Sam bent down to give Dean better light; not a single car had passed in the two hours they'd been here. Sam figured either they were due for a cop to swing by, or no one gave a good goddamn about the dead in this town. "Guess no one wanted to pony up and send his bones back to Uruguay."

Dean's head popped back up, like a meerkat on the Kalahari. "I thought it was Paraguay?"

Sam lifted a shoulder and let it drop. It didn't matter. "Might have been Bolivia." He trained the flashlight onto the dirt-covered lid. Dean didn't seem to mind doing the heavy lifting. In fact, Dean had yanked the shovel out of Sam's hands without a word, had started digging and Sam just had to watch. Par for the damn course, Dean acting like Sam was incapable of handling anything more strenuous than opening up the laptop.

The coffin was soon uncovered enough, and Sam handed Dean the crowbar. The lid came up with a screech of iron against wood and Sam winced. That wasn't a sound you got used to, no matter how many times you heard it.

Dean shook his head, a foot on either side of the now-gaping coffin. The dry soil had been kind to the body — Sam shone the light right in and saw that Lucio Jorge was desiccated, not rotting. God, why didn't people get cremated as a matter of course? It would make their job so much easier. Actually, it might make their job redundant. Strange that Sam couldn't quite decide if that was a good thing or not.

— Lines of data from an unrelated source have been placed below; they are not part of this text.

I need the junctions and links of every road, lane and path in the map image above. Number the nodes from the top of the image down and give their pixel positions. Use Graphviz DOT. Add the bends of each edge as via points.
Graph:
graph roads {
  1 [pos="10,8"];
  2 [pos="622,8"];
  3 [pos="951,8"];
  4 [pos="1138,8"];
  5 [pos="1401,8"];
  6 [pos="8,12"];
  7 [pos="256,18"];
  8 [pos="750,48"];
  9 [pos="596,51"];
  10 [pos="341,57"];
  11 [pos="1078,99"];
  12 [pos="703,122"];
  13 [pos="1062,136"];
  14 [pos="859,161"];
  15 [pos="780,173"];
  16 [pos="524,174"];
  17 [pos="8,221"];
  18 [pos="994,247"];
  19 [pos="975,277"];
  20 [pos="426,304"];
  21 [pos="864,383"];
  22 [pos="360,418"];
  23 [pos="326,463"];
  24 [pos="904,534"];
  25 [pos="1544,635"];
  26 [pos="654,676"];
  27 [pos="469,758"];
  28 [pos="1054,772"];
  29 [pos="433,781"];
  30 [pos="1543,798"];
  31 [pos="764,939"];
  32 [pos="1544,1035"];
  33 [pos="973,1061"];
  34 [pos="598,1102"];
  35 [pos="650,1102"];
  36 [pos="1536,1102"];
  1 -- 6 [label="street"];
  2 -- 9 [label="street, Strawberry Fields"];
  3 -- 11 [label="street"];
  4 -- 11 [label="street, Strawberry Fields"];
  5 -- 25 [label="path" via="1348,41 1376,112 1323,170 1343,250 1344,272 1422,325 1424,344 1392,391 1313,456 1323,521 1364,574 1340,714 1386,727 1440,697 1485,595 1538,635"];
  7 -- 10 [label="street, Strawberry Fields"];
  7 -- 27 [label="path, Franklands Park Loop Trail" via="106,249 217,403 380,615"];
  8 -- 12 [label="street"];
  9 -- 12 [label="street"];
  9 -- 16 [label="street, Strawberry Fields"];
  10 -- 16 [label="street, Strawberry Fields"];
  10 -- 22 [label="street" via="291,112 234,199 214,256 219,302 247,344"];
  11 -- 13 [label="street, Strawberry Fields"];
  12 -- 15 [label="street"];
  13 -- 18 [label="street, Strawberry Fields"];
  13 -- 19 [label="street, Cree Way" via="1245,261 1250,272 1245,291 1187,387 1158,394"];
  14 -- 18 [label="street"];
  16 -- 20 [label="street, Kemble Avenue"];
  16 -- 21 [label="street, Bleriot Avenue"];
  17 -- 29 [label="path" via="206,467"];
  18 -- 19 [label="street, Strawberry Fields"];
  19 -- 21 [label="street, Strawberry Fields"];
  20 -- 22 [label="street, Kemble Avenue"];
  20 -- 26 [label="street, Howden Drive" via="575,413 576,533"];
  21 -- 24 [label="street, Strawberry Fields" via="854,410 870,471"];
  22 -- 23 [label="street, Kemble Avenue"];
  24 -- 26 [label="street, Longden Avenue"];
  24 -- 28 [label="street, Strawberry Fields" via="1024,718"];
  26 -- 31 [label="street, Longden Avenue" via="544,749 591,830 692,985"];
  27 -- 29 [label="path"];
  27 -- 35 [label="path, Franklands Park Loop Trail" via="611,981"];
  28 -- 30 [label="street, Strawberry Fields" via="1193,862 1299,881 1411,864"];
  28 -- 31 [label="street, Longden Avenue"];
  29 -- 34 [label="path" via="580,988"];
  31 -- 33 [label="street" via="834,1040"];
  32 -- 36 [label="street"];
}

Dean made a quick survey to ensure that all body parts were there, as much as you could with a flashlight and limited time. It was closer to dawn than midnight, and Dean declared he was getting hungry, just before he asked for the jerrycan. Typical first-response: torch the damn body. See if that cleared things up. Maybe worked a quarter of the time, but always worth the effort. Damn, Sam had forgotten how much of this job was tedium and dirt.

As Dean untwisted the cap, Sam heard him say, "What's so bad about a few pirates?" followed by the slosh and splash of the can being emptied.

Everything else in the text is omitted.